** INPUT MATERIAL follows **

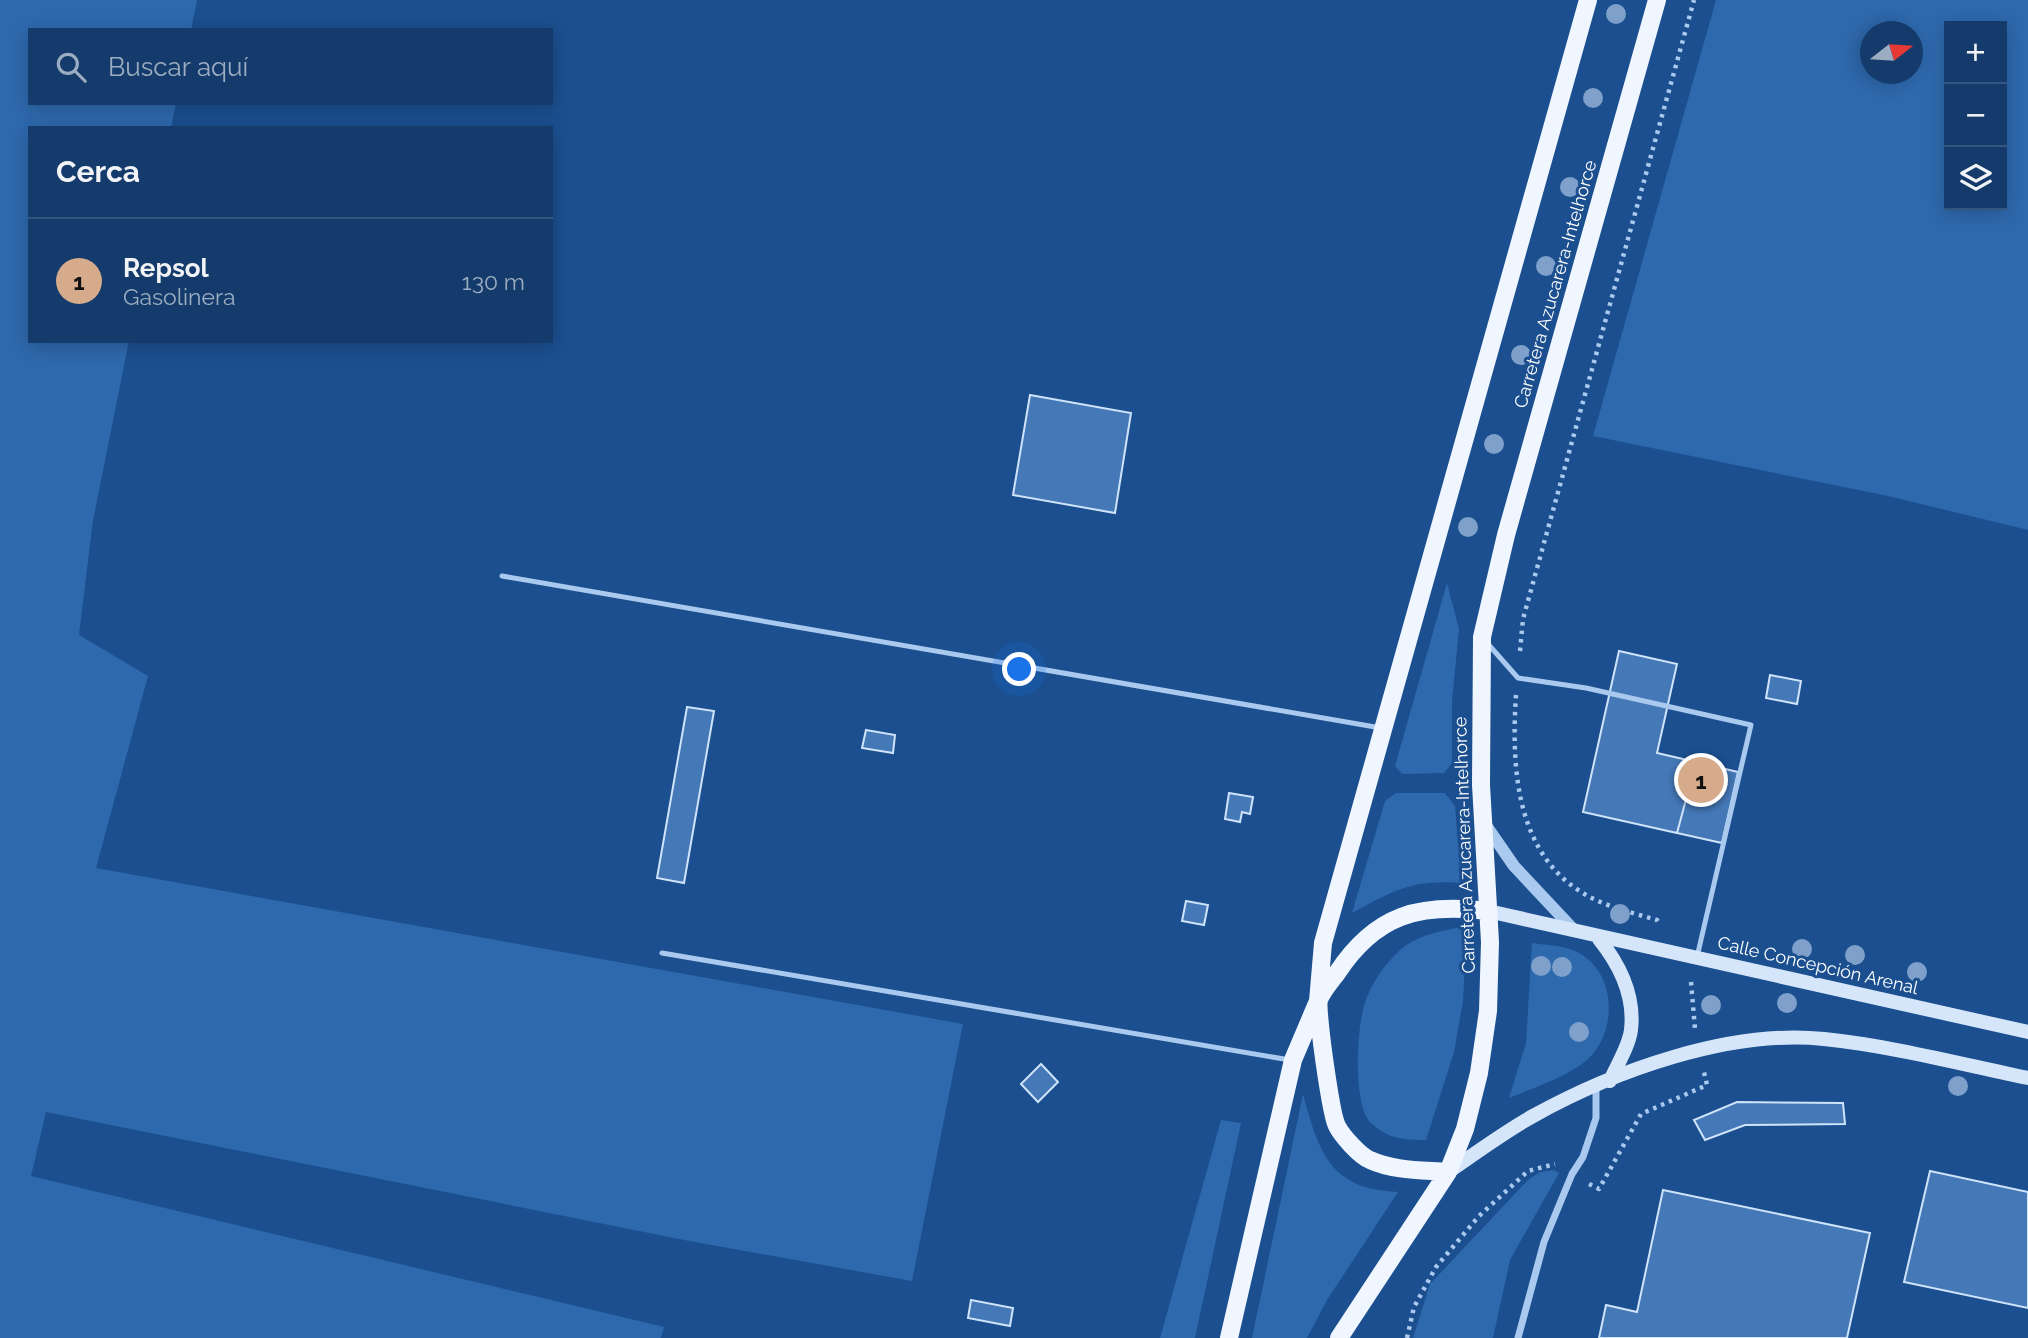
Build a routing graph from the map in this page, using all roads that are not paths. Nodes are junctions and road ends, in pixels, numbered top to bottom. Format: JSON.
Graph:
{"nodes":[{"id":1,"x":1588,"y":0,"type":"edge"},
{"id":2,"x":1657,"y":0,"type":"edge"},
{"id":3,"x":502,"y":576,"type":"dead end"},
{"id":4,"x":1482,"y":637,"type":"junction"},
{"id":5,"x":1381,"y":728,"type":"junction"},
{"id":6,"x":1483,"y":821,"type":"junction"},
{"id":7,"x":1488,"y":911,"type":"junction"},
{"id":8,"x":1574,"y":930,"type":"junction"},
{"id":9,"x":1599,"y":939,"type":"junction"},
{"id":10,"x":662,"y":953,"type":"dead end"},
{"id":11,"x":1697,"y":957,"type":"junction"},
{"id":12,"x":1318,"y":1001,"type":"junction"},
{"id":13,"x":2028,"y":1032,"type":"edge"},
{"id":14,"x":1293,"y":1060,"type":"junction"},
{"id":15,"x":2028,"y":1078,"type":"edge"},
{"id":16,"x":1610,"y":1081,"type":"junction"},
{"id":17,"x":1596,"y":1087,"type":"junction"},
{"id":18,"x":1448,"y":1172,"type":"junction"},
{"id":19,"x":1229,"y":1338,"type":"edge"},
{"id":20,"x":1339,"y":1338,"type":"edge"},
{"id":21,"x":1518,"y":1338,"type":"edge"}],
"edges":[{"from":1,"to":5,"type":"main road"},
{"from":2,"to":4,"type":"main road","name":"Carretera Azucarera-Intelhorce"},
{"from":3,"to":5,"type":"lane"},
{"from":4,"to":6,"type":"main road","name":"Carretera Azucarera-Intelhorce"},
{"from":4,"to":11,"type":"lane"},
{"from":5,"to":12,"type":"main road"},
{"from":6,"to":7,"type":"main road","name":"Carretera Azucarera-Intelhorce"},
{"from":6,"to":8,"type":"street"},
{"from":7,"to":8,"type":"main road","name":"Calle Concepción Arenal"},
{"from":7,"to":12,"type":"main road"},
{"from":7,"to":18,"type":"main road","name":"Carretera Azucarera-Intelhorce"},
{"from":8,"to":9,"type":"main road","name":"Calle Concepción Arenal"},
{"from":9,"to":11,"type":"main road","name":"Calle Concepción Arenal"},
{"from":9,"to":16,"type":"main road"},
{"from":10,"to":14,"type":"lane"},
{"from":11,"to":13,"type":"main road","name":"Calle Concepción Arenal"},
{"from":12,"to":14,"type":"main road"},
{"from":12,"to":18,"type":"main road"},
{"from":14,"to":19,"type":"main road"},
{"from":15,"to":16,"type":"main road"},
{"from":16,"to":17,"type":"main road"},
{"from":17,"to":18,"type":"main road"},
{"from":17,"to":21,"type":"street"},
{"from":18,"to":20,"type":"main road","name":"Carretera Azucarera-Intelhorce"}]}
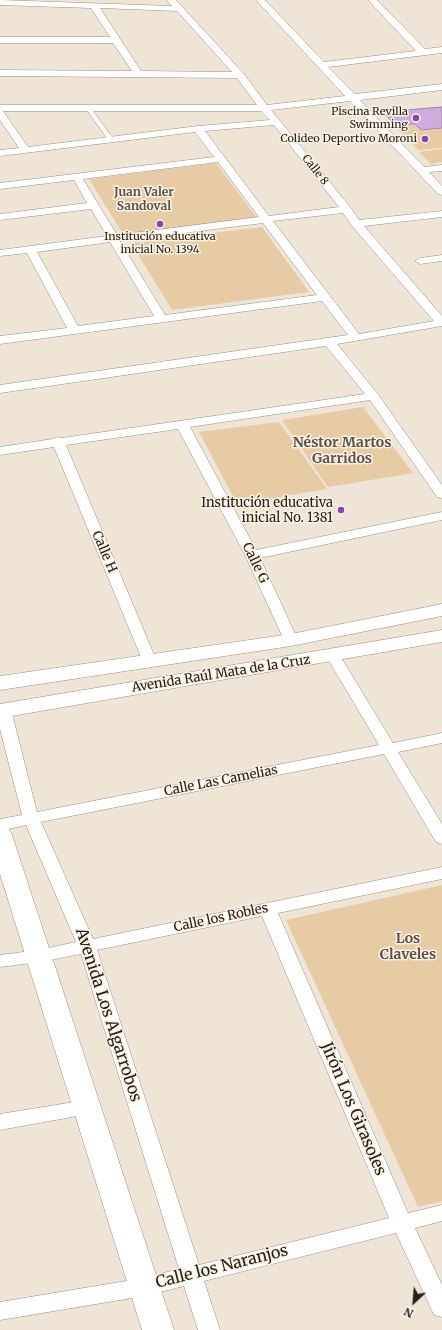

** End of INPUT MATERIAL **

— WORK ITEM —
Please retype the data exactly as it appears, but without any of its pictures.

— REPLY TO THE TASK —
Build a routing graph from the map in this page, using all roads that are not paths. Nodes are junctions and road ends, in pixels, numbered top to bottom. Format: JSON.
Graph:
{"nodes":[{"id":1,"x":1588,"y":0,"type":"edge"},
{"id":2,"x":1657,"y":0,"type":"edge"},
{"id":3,"x":502,"y":576,"type":"dead end"},
{"id":4,"x":1482,"y":637,"type":"junction"},
{"id":5,"x":1381,"y":728,"type":"junction"},
{"id":6,"x":1483,"y":821,"type":"junction"},
{"id":7,"x":1488,"y":911,"type":"junction"},
{"id":8,"x":1574,"y":930,"type":"junction"},
{"id":9,"x":1599,"y":939,"type":"junction"},
{"id":10,"x":662,"y":953,"type":"dead end"},
{"id":11,"x":1697,"y":957,"type":"junction"},
{"id":12,"x":1318,"y":1001,"type":"junction"},
{"id":13,"x":2028,"y":1032,"type":"edge"},
{"id":14,"x":1293,"y":1060,"type":"junction"},
{"id":15,"x":2028,"y":1078,"type":"edge"},
{"id":16,"x":1610,"y":1081,"type":"junction"},
{"id":17,"x":1596,"y":1087,"type":"junction"},
{"id":18,"x":1448,"y":1172,"type":"junction"},
{"id":19,"x":1229,"y":1338,"type":"edge"},
{"id":20,"x":1339,"y":1338,"type":"edge"},
{"id":21,"x":1518,"y":1338,"type":"edge"}],
"edges":[{"from":1,"to":5,"type":"main road"},
{"from":2,"to":4,"type":"main road","name":"Carretera Azucarera-Intelhorce"},
{"from":3,"to":5,"type":"lane"},
{"from":4,"to":6,"type":"main road","name":"Carretera Azucarera-Intelhorce"},
{"from":4,"to":11,"type":"lane"},
{"from":5,"to":12,"type":"main road"},
{"from":6,"to":7,"type":"main road","name":"Carretera Azucarera-Intelhorce"},
{"from":6,"to":8,"type":"street"},
{"from":7,"to":8,"type":"main road","name":"Calle Concepción Arenal"},
{"from":7,"to":12,"type":"main road"},
{"from":7,"to":18,"type":"main road","name":"Carretera Azucarera-Intelhorce"},
{"from":8,"to":9,"type":"main road","name":"Calle Concepción Arenal"},
{"from":9,"to":11,"type":"main road","name":"Calle Concepción Arenal"},
{"from":9,"to":16,"type":"main road"},
{"from":10,"to":14,"type":"lane"},
{"from":11,"to":13,"type":"main road","name":"Calle Concepción Arenal"},
{"from":12,"to":14,"type":"main road"},
{"from":12,"to":18,"type":"main road"},
{"from":14,"to":19,"type":"main road"},
{"from":15,"to":16,"type":"main road"},
{"from":16,"to":17,"type":"main road"},
{"from":17,"to":18,"type":"main road"},
{"from":17,"to":21,"type":"street"},
{"from":18,"to":20,"type":"main road","name":"Carretera Azucarera-Intelhorce"}]}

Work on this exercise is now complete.